Virgin Limited Edition
- Company type: Private (limited liability)
- Industry: Hospitality
- Founded: 2000
- Headquarters: London, United Kingdom
- Number of locations: 9 (2025)
- Key people: Joe Margison, CEO
- Products: Hotels and Resorts
- Parent: Virgin Hotels Collection(owned by Virgin Group)
- Website: virginlimitededition.com

= Virgin Limited Edition =

Hotel company in multinational Virgin Group

Virgin Limited Edition is a hotel company in the British multinational Virgin Group of companies.
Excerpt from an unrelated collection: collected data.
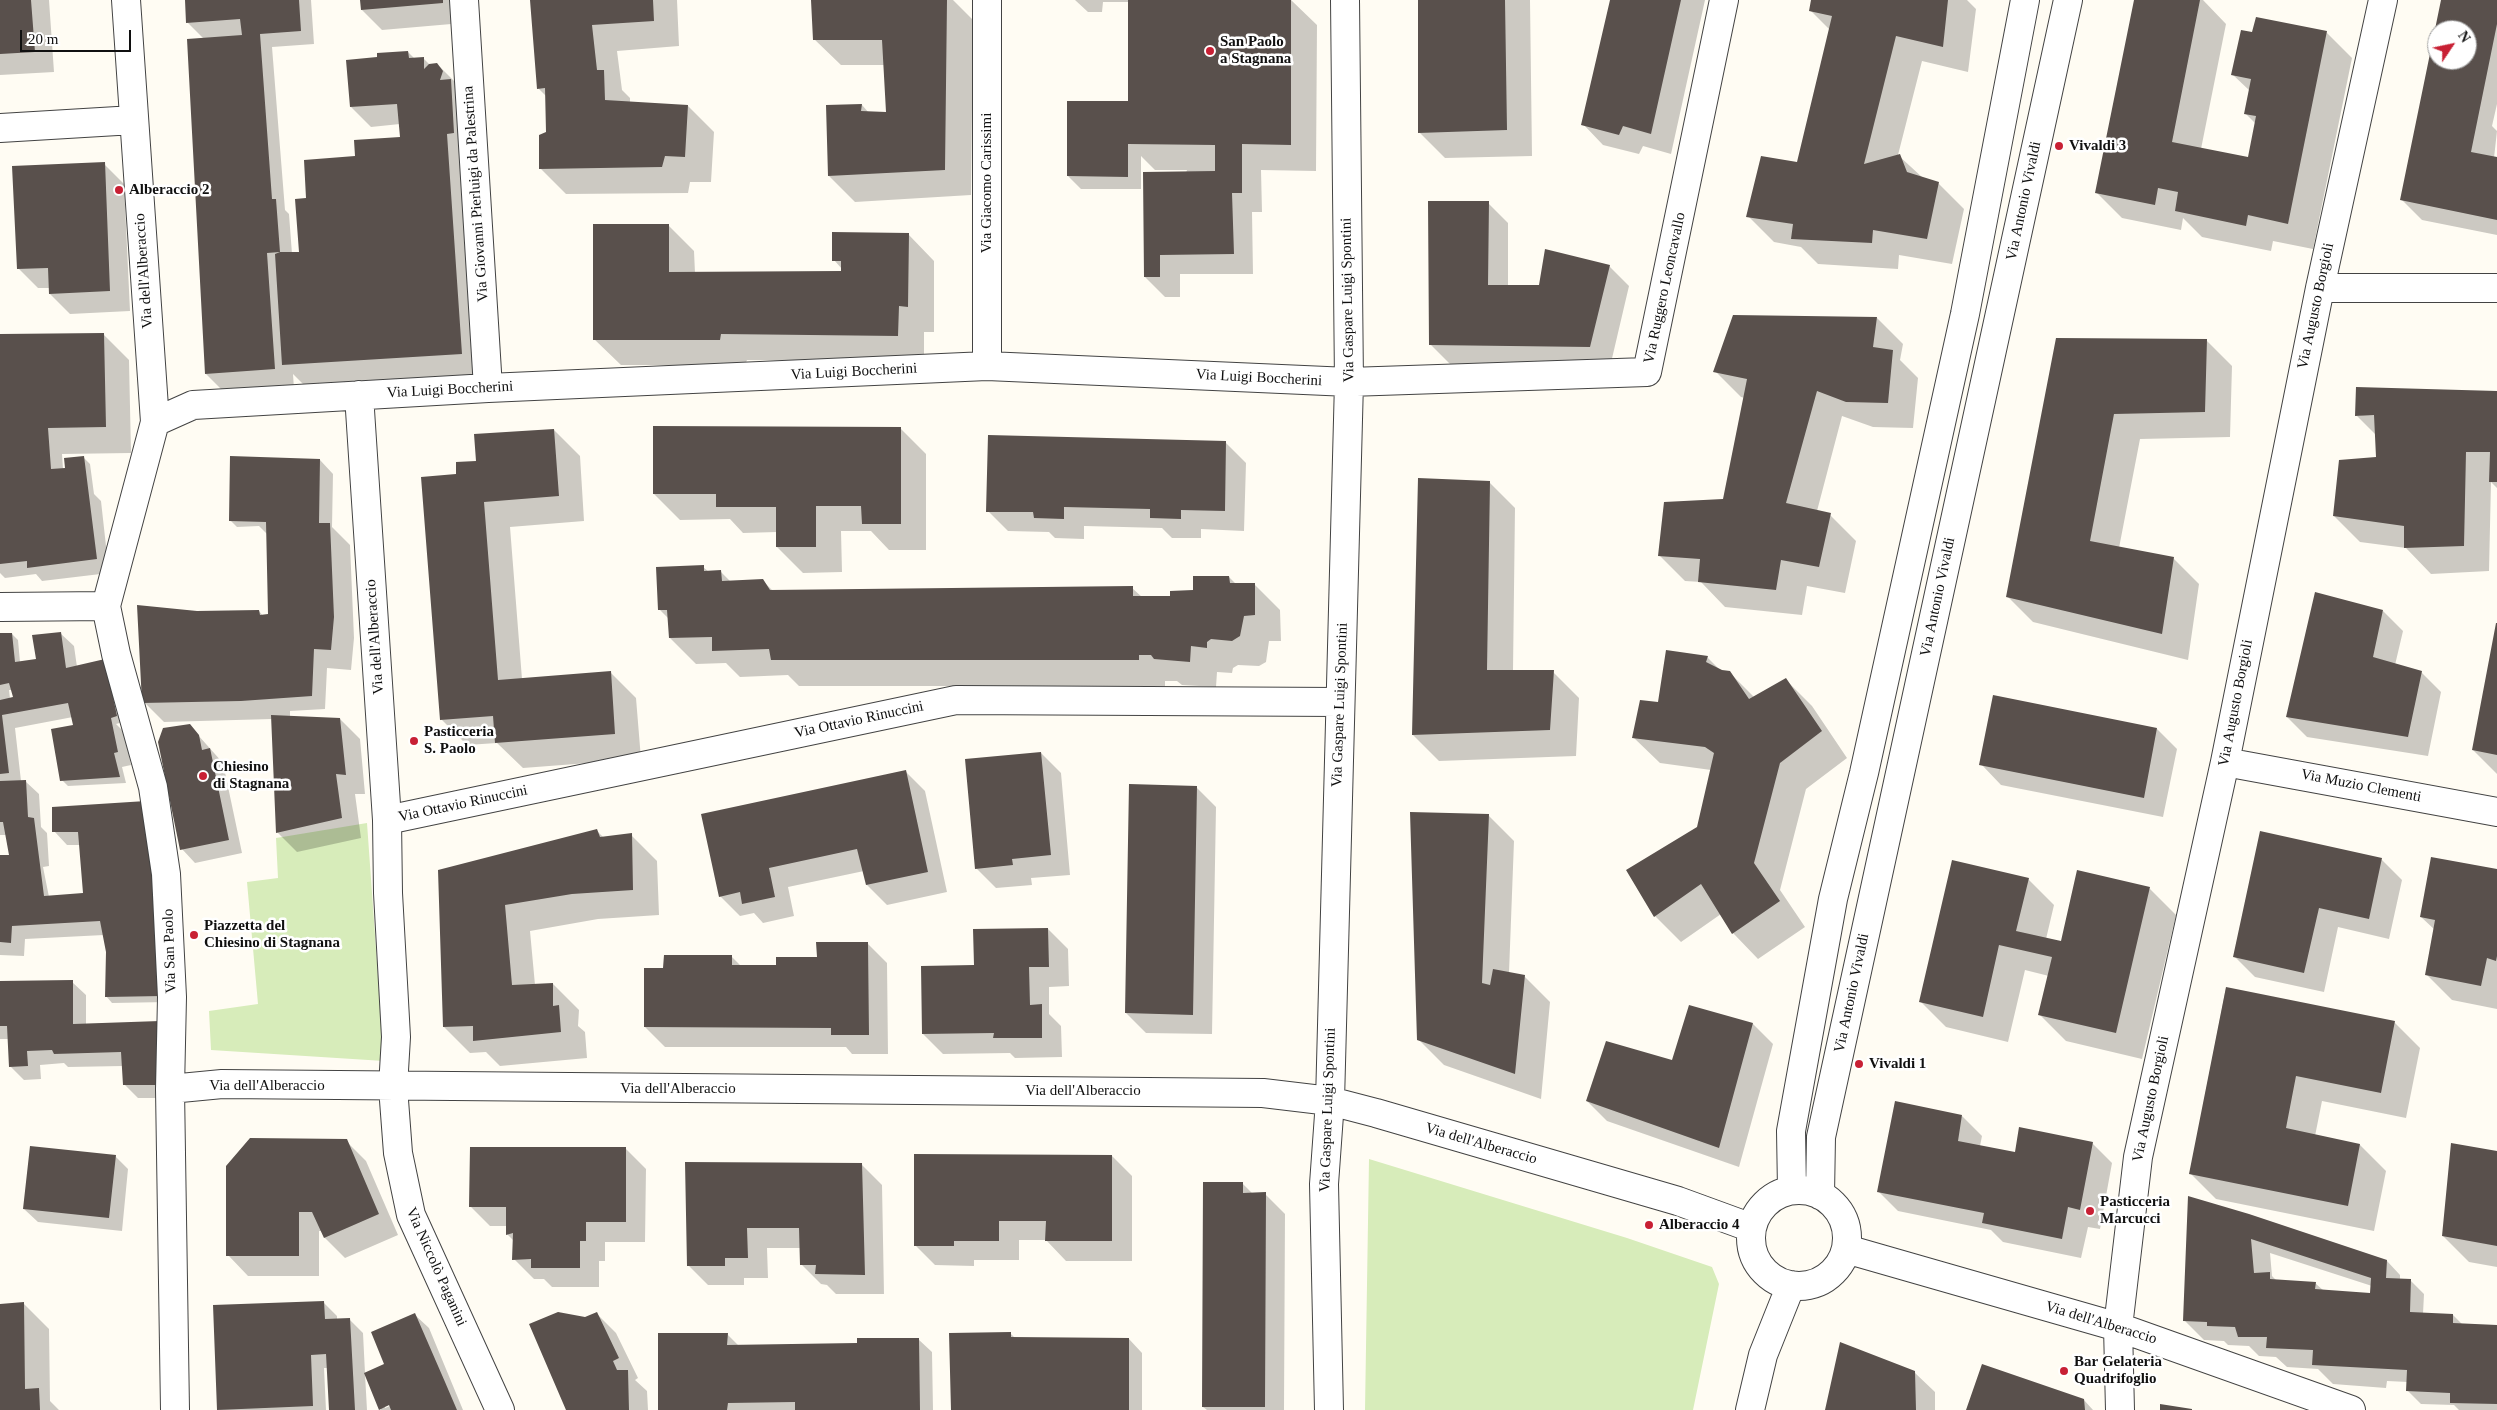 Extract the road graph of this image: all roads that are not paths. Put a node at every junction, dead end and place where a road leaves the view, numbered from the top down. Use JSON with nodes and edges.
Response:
{"nodes":[{"id":1,"x":126,"y":0,"type":"edge"},
{"id":2,"x":464,"y":0,"type":"edge"},
{"id":3,"x":987,"y":0,"type":"edge"},
{"id":4,"x":1345,"y":0,"type":"edge"},
{"id":5,"x":1724,"y":0,"type":"edge"},
{"id":6,"x":2025,"y":0,"type":"edge"},
{"id":7,"x":2068,"y":0,"type":"edge"},
{"id":8,"x":2383,"y":0,"type":"edge"},
{"id":9,"x":134,"y":120,"type":"junction"},
{"id":10,"x":0,"y":128,"type":"edge"},
{"id":11,"x":2320,"y":288,"type":"junction"},
{"id":12,"x":2497,"y":288,"type":"edge"},
{"id":13,"x":987,"y":366,"type":"junction"},
{"id":14,"x":1349,"y":382,"type":"junction"},
{"id":15,"x":488,"y":388,"type":"junction"},
{"id":16,"x":359,"y":395,"type":"junction"},
{"id":17,"x":155,"y":422,"type":"junction"},
{"id":18,"x":106,"y":606,"type":"junction"},
{"id":19,"x":0,"y":607,"type":"edge"},
{"id":20,"x":1340,"y":702,"type":"junction"},
{"id":21,"x":2224,"y":762,"type":"junction"},
{"id":22,"x":2497,"y":812,"type":"edge"},
{"id":23,"x":387,"y":820,"type":"junction"},
{"id":24,"x":393,"y":1087,"type":"junction"},
{"id":25,"x":170,"y":1089,"type":"junction"},
{"id":26,"x":1330,"y":1101,"type":"junction"},
{"id":27,"x":1792,"y":1190,"type":"junction"},
{"id":28,"x":1820,"y":1195,"type":"junction"},
{"id":29,"x":1752,"y":1228,"type":"junction"},
{"id":30,"x":1846,"y":1249,"type":"junction"},
{"id":31,"x":1792,"y":1285,"type":"junction"},
{"id":32,"x":2118,"y":1327,"type":"junction"},
{"id":33,"x":175,"y":1410,"type":"edge"},
{"id":34,"x":500,"y":1410,"type":"edge"},
{"id":35,"x":1329,"y":1410,"type":"edge"},
{"id":36,"x":1750,"y":1410,"type":"edge"},
{"id":37,"x":2120,"y":1410,"type":"edge"},
{"id":38,"x":2351,"y":1410,"type":"edge"}],
"edges":[{"from":1,"to":9,"type":"street","name":"Via dell'Alberaccio"},
{"from":2,"to":15,"type":"street","name":"Via Giovanni Pierluigi da Palestrina"},
{"from":3,"to":13,"type":"street","name":"Via Giacomo Carissimi"},
{"from":4,"to":14,"type":"street","name":"Via Gaspare Luigi Spontini"},
{"from":5,"to":14,"type":"street","name":"Via Ruggero Leoncavallo"},
{"from":6,"to":27,"type":"street"},
{"from":7,"to":28,"type":"street","name":"Via Antonio Vivaldi"},
{"from":8,"to":11,"type":"street","name":"Via Augusto Borgioli"},
{"from":9,"to":10,"type":"street"},
{"from":9,"to":17,"type":"street","name":"Via dell'Alberaccio"},
{"from":11,"to":12,"type":"street"},
{"from":11,"to":21,"type":"street","name":"Via Augusto Borgioli"},
{"from":13,"to":14,"type":"street","name":"Via Luigi Boccherini"},
{"from":13,"to":15,"type":"street","name":"Via Luigi Boccherini"},
{"from":14,"to":20,"type":"street","name":"Via Gaspare Luigi Spontini"},
{"from":15,"to":16,"type":"street","name":"Via Luigi Boccherini"},
{"from":16,"to":17,"type":"street"},
{"from":16,"to":23,"type":"street","name":"Via dell'Alberaccio"},
{"from":17,"to":18,"type":"street","name":"Via dell'Alberaccio"},
{"from":18,"to":19,"type":"street"},
{"from":18,"to":25,"type":"street","name":"Via San Paolo"},
{"from":20,"to":23,"type":"street","name":"Via Ottavio Rinuccini"},
{"from":20,"to":26,"type":"street","name":"Via Gaspare Luigi Spontini"},
{"from":21,"to":22,"type":"street","name":"Via Muzio Clementi"},
{"from":21,"to":32,"type":"street","name":"Via Augusto Borgioli"},
{"from":23,"to":24,"type":"street","name":"Via dell'Alberaccio"},
{"from":24,"to":25,"type":"street","name":"Via dell'Alberaccio"},
{"from":24,"to":26,"type":"street","name":"Via dell'Alberaccio"},
{"from":24,"to":34,"type":"street","name":"Via Niccolò Paganini"},
{"from":25,"to":33,"type":"street","name":"Via San Paolo"},
{"from":26,"to":29,"type":"street","name":"Via dell'Alberaccio"},
{"from":26,"to":35,"type":"street","name":"Via Gaspare Luigi Spontini"},
{"from":27,"to":28,"type":"street"},
{"from":27,"to":29,"type":"street"},
{"from":28,"to":30,"type":"street"},
{"from":29,"to":31,"type":"street"},
{"from":30,"to":31,"type":"street"},
{"from":30,"to":32,"type":"street","name":"Via dell'Alberaccio"},
{"from":31,"to":36,"type":"street"},
{"from":32,"to":37,"type":"street","name":"Via Augusto Borgioli"},
{"from":32,"to":38,"type":"street","name":"Via dell'Alberaccio"}]}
It has 9 properties in Europe, Africa and the Caribbean.

== Locations ==

===Current properties===
As of 2026, the properties held by the company are:
- Necker Island, in the British Virgin Islands
- Moskito Island, also in the British Virgin Islands
- Kasbah Tamadot, in Asni, Morocco
- Finch Hattons, a safari camp in Tsavo, in Kenya
- Mahali Mzuri, a safari camp in the Maasai Mara, also in Kenya
- Ulusaba - a luxury safari lodge & private game reserve in the Sabi Sand, near the Kruger National Park (Mpumalanga, South Africa)
- Mont Rochelle, in Franschhoek, in South Africa
- The Lodge, a mountain chalet in Verbier, in Switzerland
- Son Bunyola, in the Serra de Tramuntana of Mallorca, in the Spanish Balearic Islands.